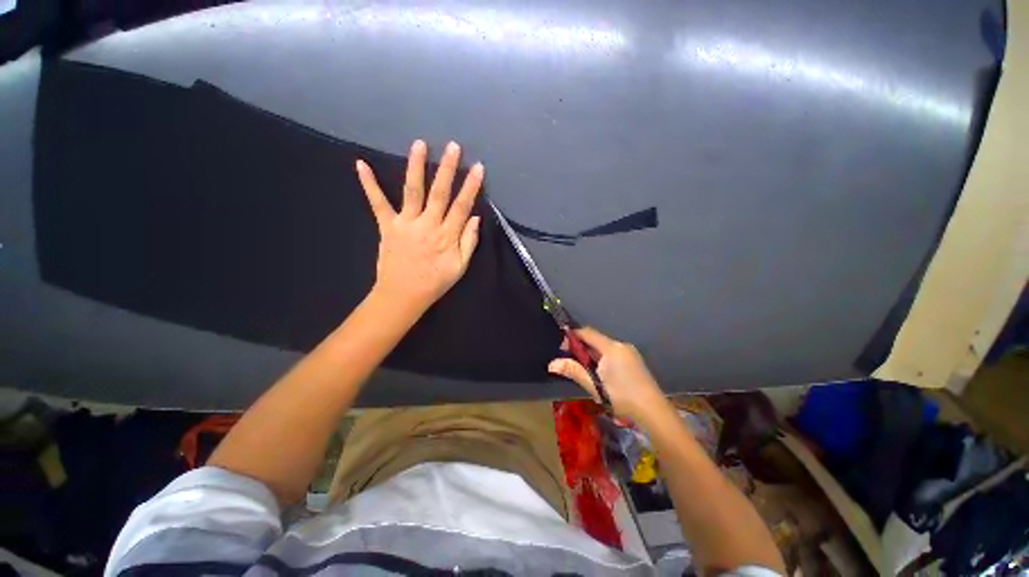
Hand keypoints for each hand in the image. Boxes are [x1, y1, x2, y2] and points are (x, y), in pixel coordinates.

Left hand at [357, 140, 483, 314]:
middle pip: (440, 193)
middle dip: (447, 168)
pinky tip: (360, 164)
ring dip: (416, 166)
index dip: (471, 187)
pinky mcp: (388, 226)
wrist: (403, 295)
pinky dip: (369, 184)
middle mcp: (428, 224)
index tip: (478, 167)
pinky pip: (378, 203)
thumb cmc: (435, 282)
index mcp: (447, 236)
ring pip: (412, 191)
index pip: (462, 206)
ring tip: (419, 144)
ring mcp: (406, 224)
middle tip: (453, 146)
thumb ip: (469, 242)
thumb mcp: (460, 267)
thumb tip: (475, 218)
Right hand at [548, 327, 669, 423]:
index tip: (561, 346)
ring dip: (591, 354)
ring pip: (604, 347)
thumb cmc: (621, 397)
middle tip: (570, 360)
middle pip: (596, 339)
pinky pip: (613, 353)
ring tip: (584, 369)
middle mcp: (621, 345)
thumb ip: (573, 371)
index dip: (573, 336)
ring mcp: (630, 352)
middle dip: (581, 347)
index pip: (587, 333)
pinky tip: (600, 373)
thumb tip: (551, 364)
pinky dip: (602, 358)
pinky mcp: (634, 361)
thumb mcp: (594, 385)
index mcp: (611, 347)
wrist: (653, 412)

* * *

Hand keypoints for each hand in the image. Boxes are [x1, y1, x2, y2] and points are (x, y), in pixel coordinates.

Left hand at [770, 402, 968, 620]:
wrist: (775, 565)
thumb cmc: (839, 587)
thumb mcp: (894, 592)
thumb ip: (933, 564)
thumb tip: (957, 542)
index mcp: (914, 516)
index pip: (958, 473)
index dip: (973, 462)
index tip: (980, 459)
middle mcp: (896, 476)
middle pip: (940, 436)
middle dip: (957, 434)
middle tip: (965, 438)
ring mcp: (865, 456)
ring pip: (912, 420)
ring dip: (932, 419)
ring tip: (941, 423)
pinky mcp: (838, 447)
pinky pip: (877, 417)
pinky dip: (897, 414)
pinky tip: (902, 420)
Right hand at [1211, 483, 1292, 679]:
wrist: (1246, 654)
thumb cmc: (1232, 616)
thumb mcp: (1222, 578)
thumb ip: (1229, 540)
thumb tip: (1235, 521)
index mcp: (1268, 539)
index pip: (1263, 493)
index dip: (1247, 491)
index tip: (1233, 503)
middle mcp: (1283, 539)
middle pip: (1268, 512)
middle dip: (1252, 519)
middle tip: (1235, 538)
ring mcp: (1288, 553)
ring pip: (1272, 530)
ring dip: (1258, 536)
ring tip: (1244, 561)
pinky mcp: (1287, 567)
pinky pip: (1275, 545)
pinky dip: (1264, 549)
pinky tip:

...

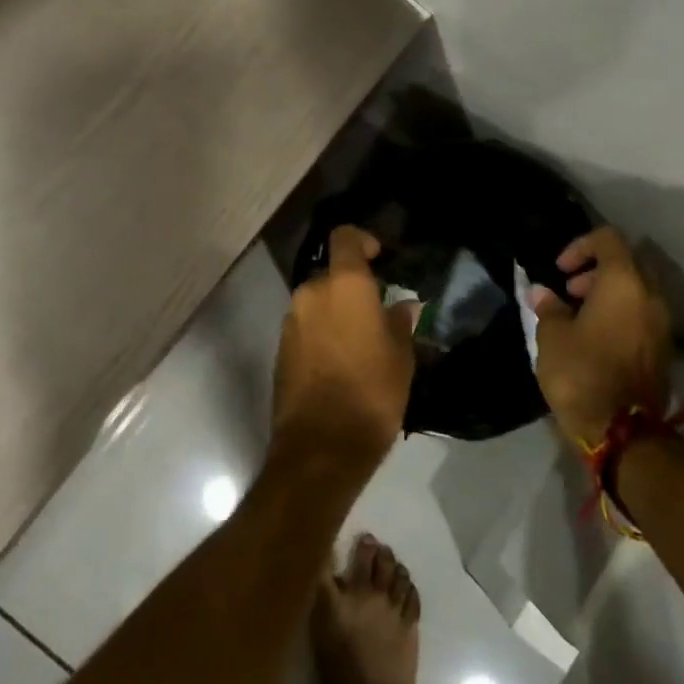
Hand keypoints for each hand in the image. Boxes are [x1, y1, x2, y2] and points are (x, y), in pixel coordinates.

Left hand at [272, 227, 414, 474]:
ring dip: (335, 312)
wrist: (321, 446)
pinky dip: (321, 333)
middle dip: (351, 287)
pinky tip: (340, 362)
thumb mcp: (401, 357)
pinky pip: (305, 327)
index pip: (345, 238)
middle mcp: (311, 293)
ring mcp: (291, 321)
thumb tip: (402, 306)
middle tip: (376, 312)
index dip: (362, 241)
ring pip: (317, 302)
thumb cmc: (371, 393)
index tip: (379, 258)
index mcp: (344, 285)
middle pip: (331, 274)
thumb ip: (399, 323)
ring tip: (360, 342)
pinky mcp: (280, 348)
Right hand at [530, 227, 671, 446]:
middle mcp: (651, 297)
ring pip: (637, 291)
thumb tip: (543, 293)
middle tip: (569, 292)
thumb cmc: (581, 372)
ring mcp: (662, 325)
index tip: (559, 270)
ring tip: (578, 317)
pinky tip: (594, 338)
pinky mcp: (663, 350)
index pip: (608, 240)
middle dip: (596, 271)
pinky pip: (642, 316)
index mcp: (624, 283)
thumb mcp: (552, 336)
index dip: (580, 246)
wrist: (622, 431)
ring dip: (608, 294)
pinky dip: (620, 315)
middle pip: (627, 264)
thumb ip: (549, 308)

Task prompt: Each line that mentions the string "wrist" must be copied from the listing.

Solution:
wrist: (403, 295)
wrist: (653, 412)
wrist: (775, 565)
wrist: (1246, 654)
wrist: (321, 446)
wrist: (622, 431)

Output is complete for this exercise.